David & Goliath Affair

As Gaborone Hotel Expansion Aggrieves Vendors

• Expansion to force informal traders out
• GH manager says the land belongs to them
• Vendors say only two metres were allocated to GH

TEFO PHEAGE

War has erupted at the Gaborone Bus Station over expansion of Gaborone Hotel into space adjoining it that has been the ‘preserve’ of street vendors for years, The Botswana Gazette has established.

Although the issue started back in 2017, the street vendors are fighting through their organizations, the Botswana Informal Sector Association (BISA) and Thusanang Bagwebi, that are accusing management of Gaborone Hotel of dishonesty for choosing this time of lockdown to displace them “when the matter is still understand discussion”.

“The dispute is about two things – expanding during the lockdown when the matter is still under discussion and expanding beyond what they have been allocated,” said the Secretary of the BISA, Mpho Matoteng. “We are not complaining about the Gaborone Hotel expansion.”

BISA has engaged the Gaborone City Council and the Ministry of Lands and Housing on the issue. “The Ministry of Lands said they have allocated Gaborone Hotel expansion of only two metres into the informal sector space but we were shocked to realise that the hotel management has decided to take all the space,” Matoteng said.

Gaborone Hotel disputes this. Its Manager, Bipin Awasthi, says what they have taken from the informal sector is what belongs to the hotel. “We were allocated this space about six years ago due to our shortage of parking space,” he asserted in an interview.

“It is just too bad because they have politicized the issue. It now appears as if we are bullying the small man, but that is not the case. I understand their frustrations but the truth is that the land belongs to Gaborone Hotel which we have been lawfully allocated.”

Awasthi said he had tried to satisfy everyone by talking with them and providing evidence of Gaborone Hotel’s ownership of the land. However, the issue had dragged for so long that he eventually decided to fence the place up.

“I believe I have done everything that I could do to consult,” he said. “I have even gone to the extent of engaging the police, the council and the complainants.”

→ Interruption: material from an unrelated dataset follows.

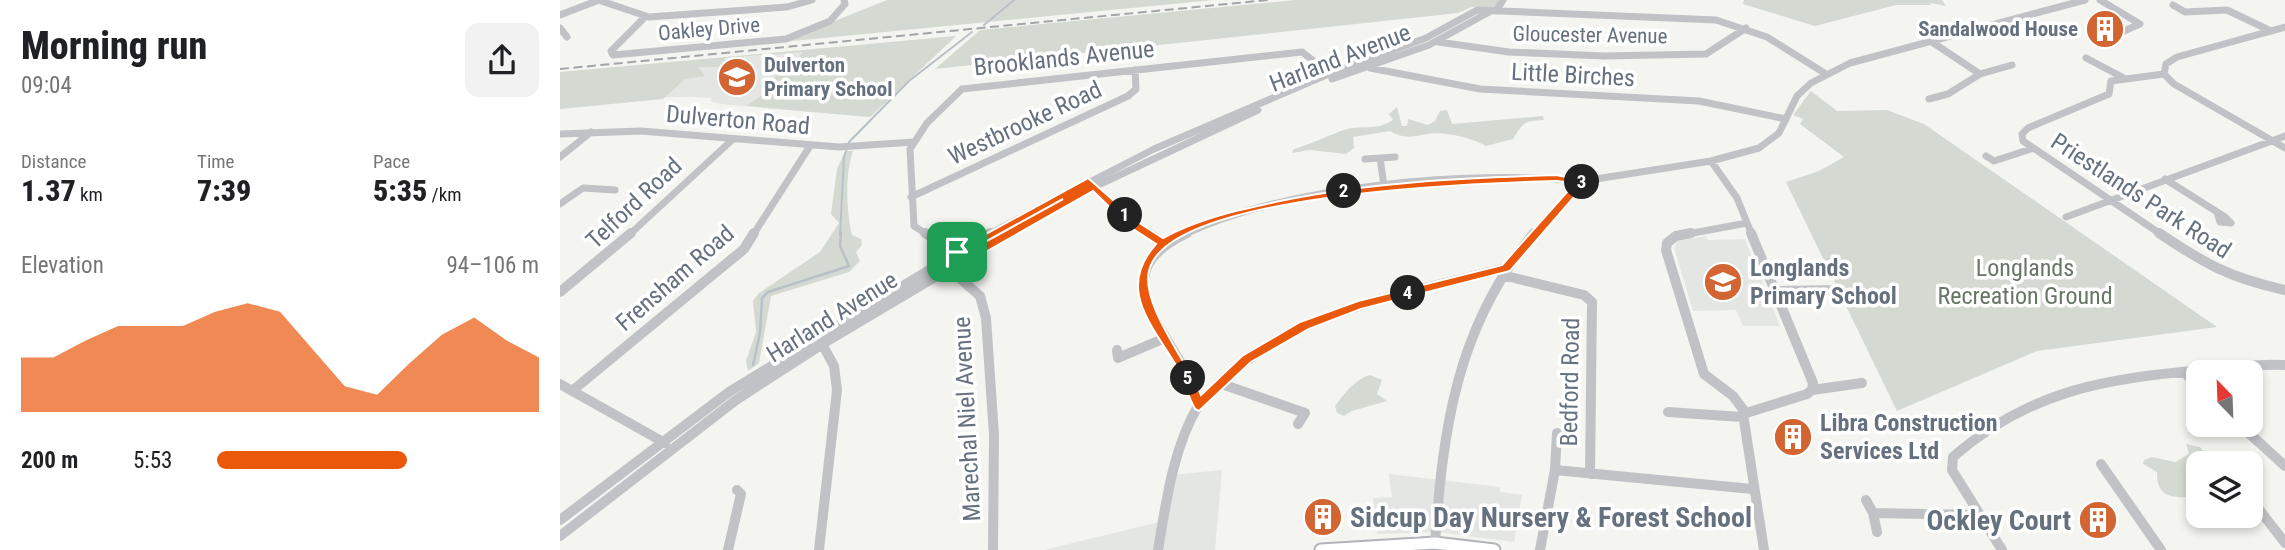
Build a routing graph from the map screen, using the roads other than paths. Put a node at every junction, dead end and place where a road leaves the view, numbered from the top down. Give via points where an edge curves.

But BISA has issues with the Gaborone City Council and the lands ministry over the rationality or justice of allocating their space to what they call “rich guys.”

The informal sector is largely credited for cushioning economies because it is a refuge for people who cannot enter the formal sector. And in an economy that is struggling to create jobs like Botswana’s, experts say the informal sector ought to be protected.

Efforts to reach Gaborone City Council and Ministry of Lands and Housing proved futile at the time ongoing to press.